RECORDS FOR THE EXERCISE -
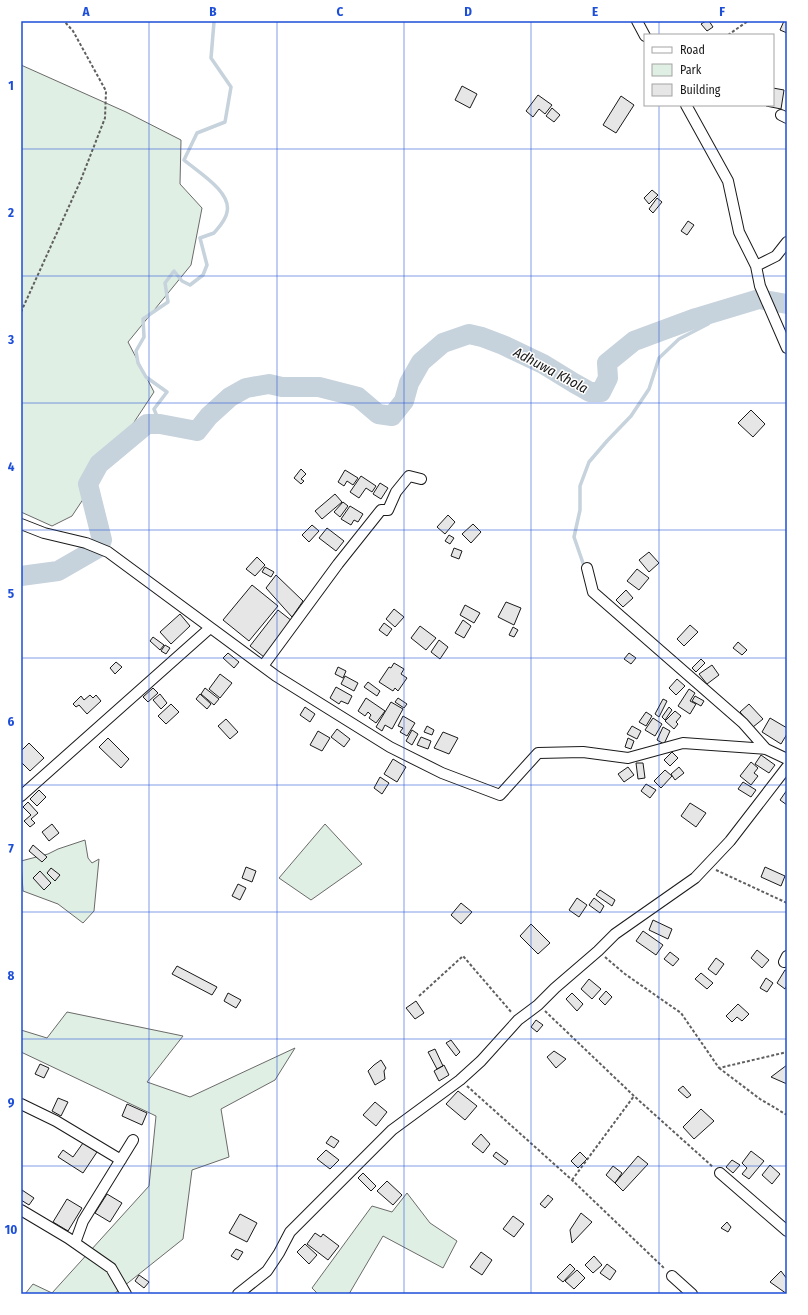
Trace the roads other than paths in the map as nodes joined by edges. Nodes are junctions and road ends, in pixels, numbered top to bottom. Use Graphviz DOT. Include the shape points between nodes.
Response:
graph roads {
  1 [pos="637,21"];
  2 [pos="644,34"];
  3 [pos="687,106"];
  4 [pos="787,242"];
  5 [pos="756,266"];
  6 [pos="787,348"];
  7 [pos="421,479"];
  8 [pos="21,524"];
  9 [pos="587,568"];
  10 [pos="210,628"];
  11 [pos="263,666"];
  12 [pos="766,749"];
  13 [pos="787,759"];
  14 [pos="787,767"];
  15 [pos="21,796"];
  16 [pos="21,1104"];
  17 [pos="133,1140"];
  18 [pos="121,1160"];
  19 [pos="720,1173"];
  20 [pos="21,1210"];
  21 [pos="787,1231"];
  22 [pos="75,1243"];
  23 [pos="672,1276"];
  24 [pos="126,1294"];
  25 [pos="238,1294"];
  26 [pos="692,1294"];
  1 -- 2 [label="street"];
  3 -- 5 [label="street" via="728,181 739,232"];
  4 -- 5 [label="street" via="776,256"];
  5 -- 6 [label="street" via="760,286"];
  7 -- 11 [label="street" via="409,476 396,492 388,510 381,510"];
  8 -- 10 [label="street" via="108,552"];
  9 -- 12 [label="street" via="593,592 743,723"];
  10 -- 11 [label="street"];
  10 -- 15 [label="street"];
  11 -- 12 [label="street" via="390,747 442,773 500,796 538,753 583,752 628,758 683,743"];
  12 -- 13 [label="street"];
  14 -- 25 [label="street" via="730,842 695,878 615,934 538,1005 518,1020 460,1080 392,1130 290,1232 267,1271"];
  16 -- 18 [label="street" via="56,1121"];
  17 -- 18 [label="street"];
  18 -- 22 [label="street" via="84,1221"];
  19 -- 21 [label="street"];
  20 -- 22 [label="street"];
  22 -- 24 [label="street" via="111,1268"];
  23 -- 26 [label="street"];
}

DIRECTIONS FOR THIS TASK -
Omit the pictures, then set down all the remaining data exactly as given.

ANSWER SECTION -
Trace the roads other than paths in the map as nodes joined by edges. Nodes are junctions and road ends, in pixels, numbered top to bottom. Use Graphviz DOT. Include the shape points between nodes.
Response:
graph roads {
  1 [pos="637,21"];
  2 [pos="644,34"];
  3 [pos="687,106"];
  4 [pos="787,242"];
  5 [pos="756,266"];
  6 [pos="787,348"];
  7 [pos="421,479"];
  8 [pos="21,524"];
  9 [pos="587,568"];
  10 [pos="210,628"];
  11 [pos="263,666"];
  12 [pos="766,749"];
  13 [pos="787,759"];
  14 [pos="787,767"];
  15 [pos="21,796"];
  16 [pos="21,1104"];
  17 [pos="133,1140"];
  18 [pos="121,1160"];
  19 [pos="720,1173"];
  20 [pos="21,1210"];
  21 [pos="787,1231"];
  22 [pos="75,1243"];
  23 [pos="672,1276"];
  24 [pos="126,1294"];
  25 [pos="238,1294"];
  26 [pos="692,1294"];
  1 -- 2 [label="street"];
  3 -- 5 [label="street" via="728,181 739,232"];
  4 -- 5 [label="street" via="776,256"];
  5 -- 6 [label="street" via="760,286"];
  7 -- 11 [label="street" via="409,476 396,492 388,510 381,510"];
  8 -- 10 [label="street" via="108,552"];
  9 -- 12 [label="street" via="593,592 743,723"];
  10 -- 11 [label="street"];
  10 -- 15 [label="street"];
  11 -- 12 [label="street" via="390,747 442,773 500,796 538,753 583,752 628,758 683,743"];
  12 -- 13 [label="street"];
  14 -- 25 [label="street" via="730,842 695,878 615,934 538,1005 518,1020 460,1080 392,1130 290,1232 267,1271"];
  16 -- 18 [label="street" via="56,1121"];
  17 -- 18 [label="street"];
  18 -- 22 [label="street" via="84,1221"];
  19 -- 21 [label="street"];
  20 -- 22 [label="street"];
  22 -- 24 [label="street" via="111,1268"];
  23 -- 26 [label="street"];
}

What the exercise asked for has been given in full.